IAEA chief to visit North Korea to discuss nuclear program
Saturday, 24 February 2007
Chief UN nuclear inspector Mohamed ElBaradei yesterday said that North Korea, which claims to have the atomic bomb, had invited him to visit within the next few weeks to discuss details of dismantling its nuclear program.
ElBaradei, head of the International Atomic Energy Agency, said he and North Korean authorities would meet on how to "implement the freeze of (nuclear) facilities" and the "eventual dismantlement of these facilities."
IAEA spokeswoman Melissa Fleming said ElBaradei probably would travel to the North in the second week of March, after the agency board meets on North Korea and Iran, the other country of international nuclear concern.
UN Secretary-General Ban Ki-moon, on an official visit to Austria and UN agencies in Vienna, said he hoped the invitation will translate into concrete steps in denuclearizing the Korean peninsula.

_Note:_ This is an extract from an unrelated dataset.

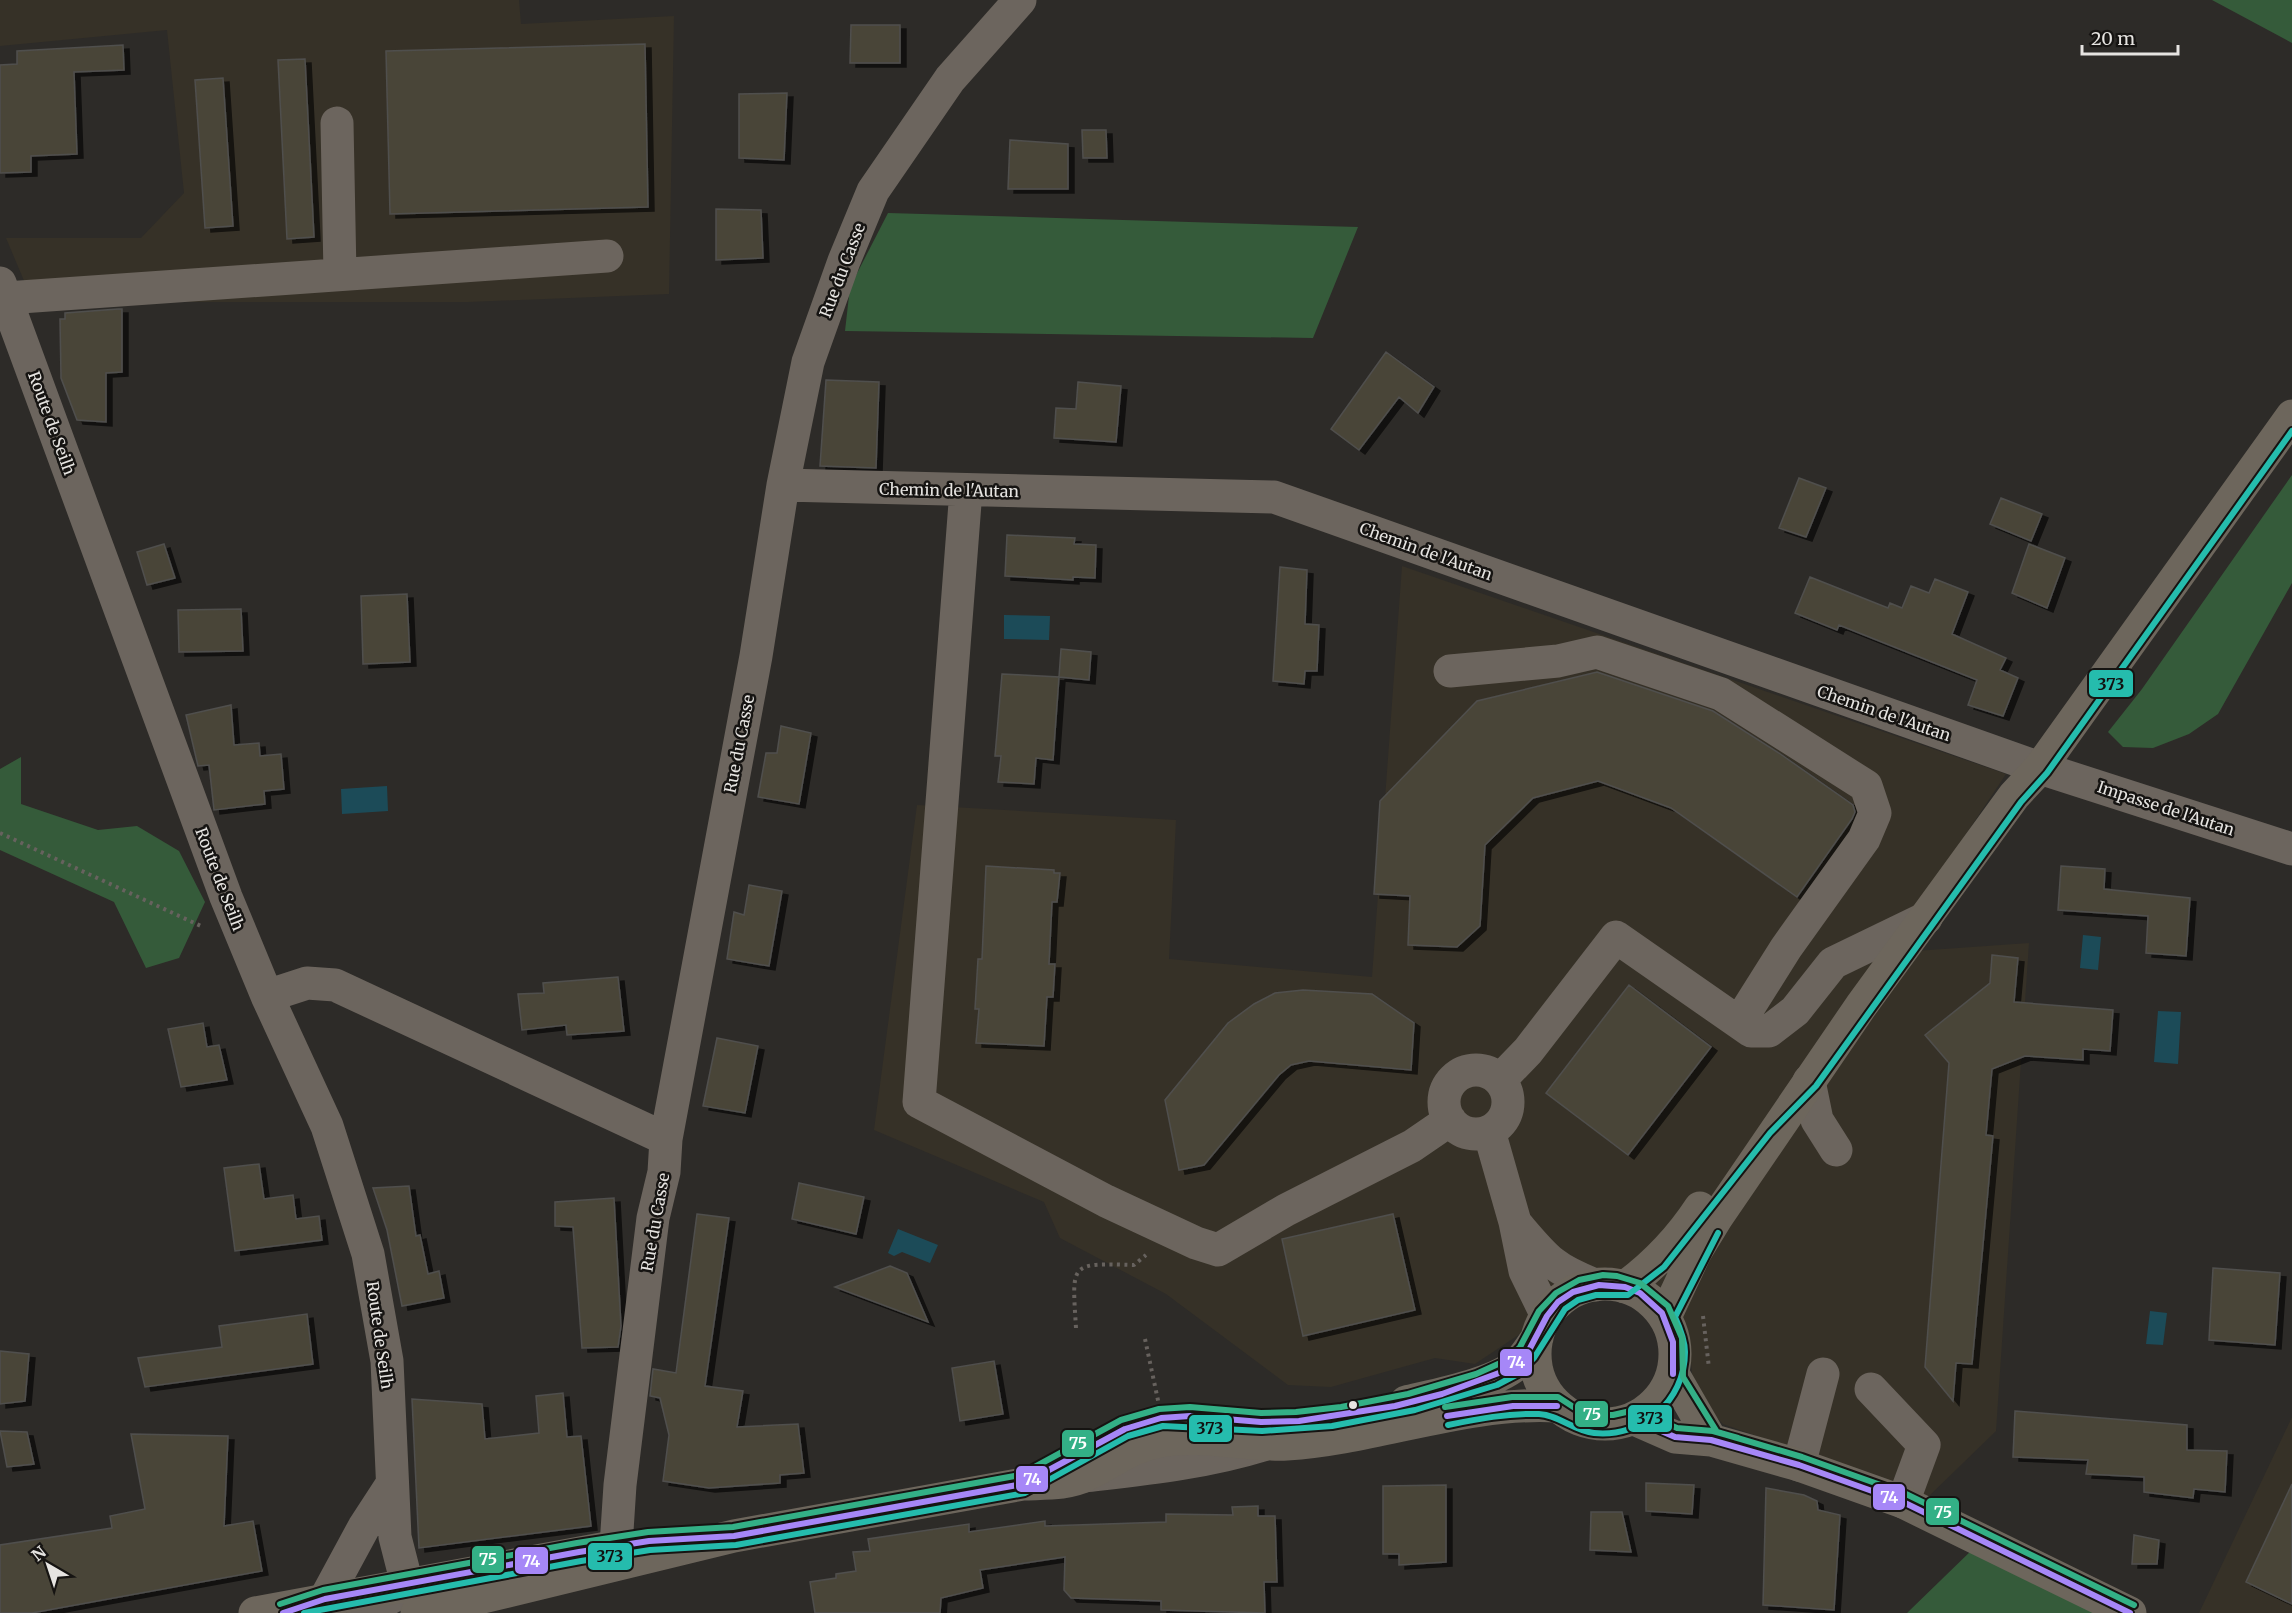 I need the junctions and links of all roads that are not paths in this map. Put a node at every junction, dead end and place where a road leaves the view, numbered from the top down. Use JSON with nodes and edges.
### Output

"I'm convinced that his visit to Pyongyang will make a great contribution to implement the joint statement," he said, referring to the deal agreed on Feb. 13 between North Korea and its five interlocutors - the United States, Russia, China, Japan and South Korea.
"I hope that he and his delegation will be able to discuss with North Korean authorities ... methods on first freezing nuclear facilities and including the eventual dismantlement of all nuclear weapons and facilities," he said. "This will be a good beginning."
While ElBaradei offered no details, his announcement was significant because it signaled the North's further willingness to subject its nuclear program to outside perusal for the first time since withdrawing from the Nonproliferation Treaty three years ago, just weeks after ordering agency inspectors to leave.
Still, it was only the first step in what a UN official described as "a process that could take years."
Ideally that process would include re-establishing monitoring of the plutonium-producing Yongbyon nuclear facility, then being on site while it is mothballed and then dismantled.
"At the same time, there has to be some kind of declaration of what North Korea has and some way of following that up," said the diplomat, who asked for anonymity in exchange for discussing confidential information with The Associated Press.
Little is know about the North's nuclear program, leaving the outside world to rely mostly on North Korean claims since IAEA inspectors left in December 2002.
Among areas of concern are what the United States insists is a second-track weapons program beyond the North's plutonium-based activities that uses uranium enrichment - the same process that Washington accuses Iran of seeking to perfect in order to develop nuclear arms.
Fleming, the IAEA spokeswoman, said the invitation to ElBaradei arrived earlier in the day and was signed by the head of North Korea's nuclear agency, whom she did not identify.
"He was sure that ... (ElBaradei's) visit would be an opportunity to develop the relationship" between North Korea and the IAEA, "as well as to discuss the problems of mutual concern," Fleming said, paraphrasing the two-paragraph invitation from North Korea's nuclear chief.
Under a Feb. 13 agreement, the North - which said it tested a nuclear weapon Oct. 9 - agreed to dismantle its nuclear facilities and to normalize its relationships with South Korea, Japan and the United States in exchange for oil shipments, other aid and security guarantees.
The deal requires North Korea to first shut down and seal its main nuclear reactor within 60 days of the agreement, accept international monitors and begin discussions with the United States on its other nuclear facilities. In return, the nations will ship the North an initial load of fuel oil.
If North Korea then declares all its nuclear programs and begins to disable its nuclear facilities, it will get a much larger shipment of fuel oil and aid.